> [YOUR INSTRUCTIONS] Set down all of the data again, character for character.
>>>>
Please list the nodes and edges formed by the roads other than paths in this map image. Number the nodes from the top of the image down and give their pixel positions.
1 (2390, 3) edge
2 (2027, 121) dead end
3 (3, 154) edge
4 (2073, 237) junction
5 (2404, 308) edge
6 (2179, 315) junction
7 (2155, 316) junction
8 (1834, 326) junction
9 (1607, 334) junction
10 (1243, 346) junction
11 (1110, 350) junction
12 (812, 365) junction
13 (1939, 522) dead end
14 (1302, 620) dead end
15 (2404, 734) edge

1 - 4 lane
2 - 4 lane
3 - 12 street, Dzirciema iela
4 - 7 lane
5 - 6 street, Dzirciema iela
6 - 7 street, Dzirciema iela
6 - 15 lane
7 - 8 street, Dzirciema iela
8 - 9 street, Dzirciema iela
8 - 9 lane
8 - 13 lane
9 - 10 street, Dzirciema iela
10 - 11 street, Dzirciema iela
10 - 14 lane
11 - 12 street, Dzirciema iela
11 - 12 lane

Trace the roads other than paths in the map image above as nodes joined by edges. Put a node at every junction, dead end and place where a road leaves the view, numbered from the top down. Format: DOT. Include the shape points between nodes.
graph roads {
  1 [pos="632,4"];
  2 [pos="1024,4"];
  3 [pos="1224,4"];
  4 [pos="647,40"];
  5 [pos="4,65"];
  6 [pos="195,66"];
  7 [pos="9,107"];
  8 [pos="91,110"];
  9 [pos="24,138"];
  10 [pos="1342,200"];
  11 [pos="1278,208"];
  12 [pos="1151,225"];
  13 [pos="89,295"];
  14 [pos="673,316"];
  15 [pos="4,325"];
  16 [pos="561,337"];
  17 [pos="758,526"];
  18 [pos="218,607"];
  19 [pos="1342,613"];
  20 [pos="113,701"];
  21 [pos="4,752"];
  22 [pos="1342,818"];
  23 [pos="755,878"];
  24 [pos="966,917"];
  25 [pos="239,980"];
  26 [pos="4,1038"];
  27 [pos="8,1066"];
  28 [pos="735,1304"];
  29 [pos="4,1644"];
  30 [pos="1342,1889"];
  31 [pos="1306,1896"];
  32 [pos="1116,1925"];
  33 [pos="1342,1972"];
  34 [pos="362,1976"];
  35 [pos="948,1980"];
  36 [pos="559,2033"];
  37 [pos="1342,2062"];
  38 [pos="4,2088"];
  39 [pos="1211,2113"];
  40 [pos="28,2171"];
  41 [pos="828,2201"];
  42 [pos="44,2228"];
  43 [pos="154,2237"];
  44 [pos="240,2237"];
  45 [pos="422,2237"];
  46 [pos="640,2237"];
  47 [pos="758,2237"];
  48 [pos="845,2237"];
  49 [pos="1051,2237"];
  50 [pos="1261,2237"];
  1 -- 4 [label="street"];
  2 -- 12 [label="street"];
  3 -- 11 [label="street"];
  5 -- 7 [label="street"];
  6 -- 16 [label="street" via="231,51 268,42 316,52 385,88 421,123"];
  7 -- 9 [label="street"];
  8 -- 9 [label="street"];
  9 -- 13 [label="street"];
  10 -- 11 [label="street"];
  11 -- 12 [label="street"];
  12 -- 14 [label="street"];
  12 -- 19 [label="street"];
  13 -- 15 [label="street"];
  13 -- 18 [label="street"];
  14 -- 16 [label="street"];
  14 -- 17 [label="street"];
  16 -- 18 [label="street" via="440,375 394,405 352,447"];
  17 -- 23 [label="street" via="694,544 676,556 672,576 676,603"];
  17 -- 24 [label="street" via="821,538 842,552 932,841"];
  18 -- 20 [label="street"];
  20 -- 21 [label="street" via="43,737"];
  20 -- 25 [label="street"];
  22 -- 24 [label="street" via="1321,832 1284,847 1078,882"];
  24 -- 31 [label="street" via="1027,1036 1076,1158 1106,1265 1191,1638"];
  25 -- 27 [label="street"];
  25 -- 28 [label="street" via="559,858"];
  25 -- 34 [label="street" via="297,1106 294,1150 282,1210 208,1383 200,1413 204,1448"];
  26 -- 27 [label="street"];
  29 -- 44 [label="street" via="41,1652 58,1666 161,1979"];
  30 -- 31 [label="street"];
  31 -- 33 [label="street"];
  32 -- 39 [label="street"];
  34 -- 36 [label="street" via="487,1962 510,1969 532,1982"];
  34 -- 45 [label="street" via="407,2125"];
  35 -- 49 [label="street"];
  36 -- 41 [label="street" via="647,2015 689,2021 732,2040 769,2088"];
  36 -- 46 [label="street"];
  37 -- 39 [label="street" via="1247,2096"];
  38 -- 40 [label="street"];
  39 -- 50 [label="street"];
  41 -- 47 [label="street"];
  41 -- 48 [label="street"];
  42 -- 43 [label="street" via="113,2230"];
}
<<<<
> [SOLUTION]
Please list the nodes and edges formed by the roads other than paths in this map image. Number the nodes from the top of the image down and give their pixel positions.
1 (2390, 3) edge
2 (2027, 121) dead end
3 (3, 154) edge
4 (2073, 237) junction
5 (2404, 308) edge
6 (2179, 315) junction
7 (2155, 316) junction
8 (1834, 326) junction
9 (1607, 334) junction
10 (1243, 346) junction
11 (1110, 350) junction
12 (812, 365) junction
13 (1939, 522) dead end
14 (1302, 620) dead end
15 (2404, 734) edge

1 - 4 lane
2 - 4 lane
3 - 12 street, Dzirciema iela
4 - 7 lane
5 - 6 street, Dzirciema iela
6 - 7 street, Dzirciema iela
6 - 15 lane
7 - 8 street, Dzirciema iela
8 - 9 street, Dzirciema iela
8 - 9 lane
8 - 13 lane
9 - 10 street, Dzirciema iela
10 - 11 street, Dzirciema iela
10 - 14 lane
11 - 12 street, Dzirciema iela
11 - 12 lane

Trace the roads other than paths in the map image above as nodes joined by edges. Put a node at every junction, dead end and place where a road leaves the view, numbered from the top down. Format: DOT. Include the shape points between nodes.
graph roads {
  1 [pos="632,4"];
  2 [pos="1024,4"];
  3 [pos="1224,4"];
  4 [pos="647,40"];
  5 [pos="4,65"];
  6 [pos="195,66"];
  7 [pos="9,107"];
  8 [pos="91,110"];
  9 [pos="24,138"];
  10 [pos="1342,200"];
  11 [pos="1278,208"];
  12 [pos="1151,225"];
  13 [pos="89,295"];
  14 [pos="673,316"];
  15 [pos="4,325"];
  16 [pos="561,337"];
  17 [pos="758,526"];
  18 [pos="218,607"];
  19 [pos="1342,613"];
  20 [pos="113,701"];
  21 [pos="4,752"];
  22 [pos="1342,818"];
  23 [pos="755,878"];
  24 [pos="966,917"];
  25 [pos="239,980"];
  26 [pos="4,1038"];
  27 [pos="8,1066"];
  28 [pos="735,1304"];
  29 [pos="4,1644"];
  30 [pos="1342,1889"];
  31 [pos="1306,1896"];
  32 [pos="1116,1925"];
  33 [pos="1342,1972"];
  34 [pos="362,1976"];
  35 [pos="948,1980"];
  36 [pos="559,2033"];
  37 [pos="1342,2062"];
  38 [pos="4,2088"];
  39 [pos="1211,2113"];
  40 [pos="28,2171"];
  41 [pos="828,2201"];
  42 [pos="44,2228"];
  43 [pos="154,2237"];
  44 [pos="240,2237"];
  45 [pos="422,2237"];
  46 [pos="640,2237"];
  47 [pos="758,2237"];
  48 [pos="845,2237"];
  49 [pos="1051,2237"];
  50 [pos="1261,2237"];
  1 -- 4 [label="street"];
  2 -- 12 [label="street"];
  3 -- 11 [label="street"];
  5 -- 7 [label="street"];
  6 -- 16 [label="street" via="231,51 268,42 316,52 385,88 421,123"];
  7 -- 9 [label="street"];
  8 -- 9 [label="street"];
  9 -- 13 [label="street"];
  10 -- 11 [label="street"];
  11 -- 12 [label="street"];
  12 -- 14 [label="street"];
  12 -- 19 [label="street"];
  13 -- 15 [label="street"];
  13 -- 18 [label="street"];
  14 -- 16 [label="street"];
  14 -- 17 [label="street"];
  16 -- 18 [label="street" via="440,375 394,405 352,447"];
  17 -- 23 [label="street" via="694,544 676,556 672,576 676,603"];
  17 -- 24 [label="street" via="821,538 842,552 932,841"];
  18 -- 20 [label="street"];
  20 -- 21 [label="street" via="43,737"];
  20 -- 25 [label="street"];
  22 -- 24 [label="street" via="1321,832 1284,847 1078,882"];
  24 -- 31 [label="street" via="1027,1036 1076,1158 1106,1265 1191,1638"];
  25 -- 27 [label="street"];
  25 -- 28 [label="street" via="559,858"];
  25 -- 34 [label="street" via="297,1106 294,1150 282,1210 208,1383 200,1413 204,1448"];
  26 -- 27 [label="street"];
  29 -- 44 [label="street" via="41,1652 58,1666 161,1979"];
  30 -- 31 [label="street"];
  31 -- 33 [label="street"];
  32 -- 39 [label="street"];
  34 -- 36 [label="street" via="487,1962 510,1969 532,1982"];
  34 -- 45 [label="street" via="407,2125"];
  35 -- 49 [label="street"];
  36 -- 41 [label="street" via="647,2015 689,2021 732,2040 769,2088"];
  36 -- 46 [label="street"];
  37 -- 39 [label="street" via="1247,2096"];
  38 -- 40 [label="street"];
  39 -- 50 [label="street"];
  41 -- 47 [label="street"];
  41 -- 48 [label="street"];
  42 -- 43 [label="street" via="113,2230"];
}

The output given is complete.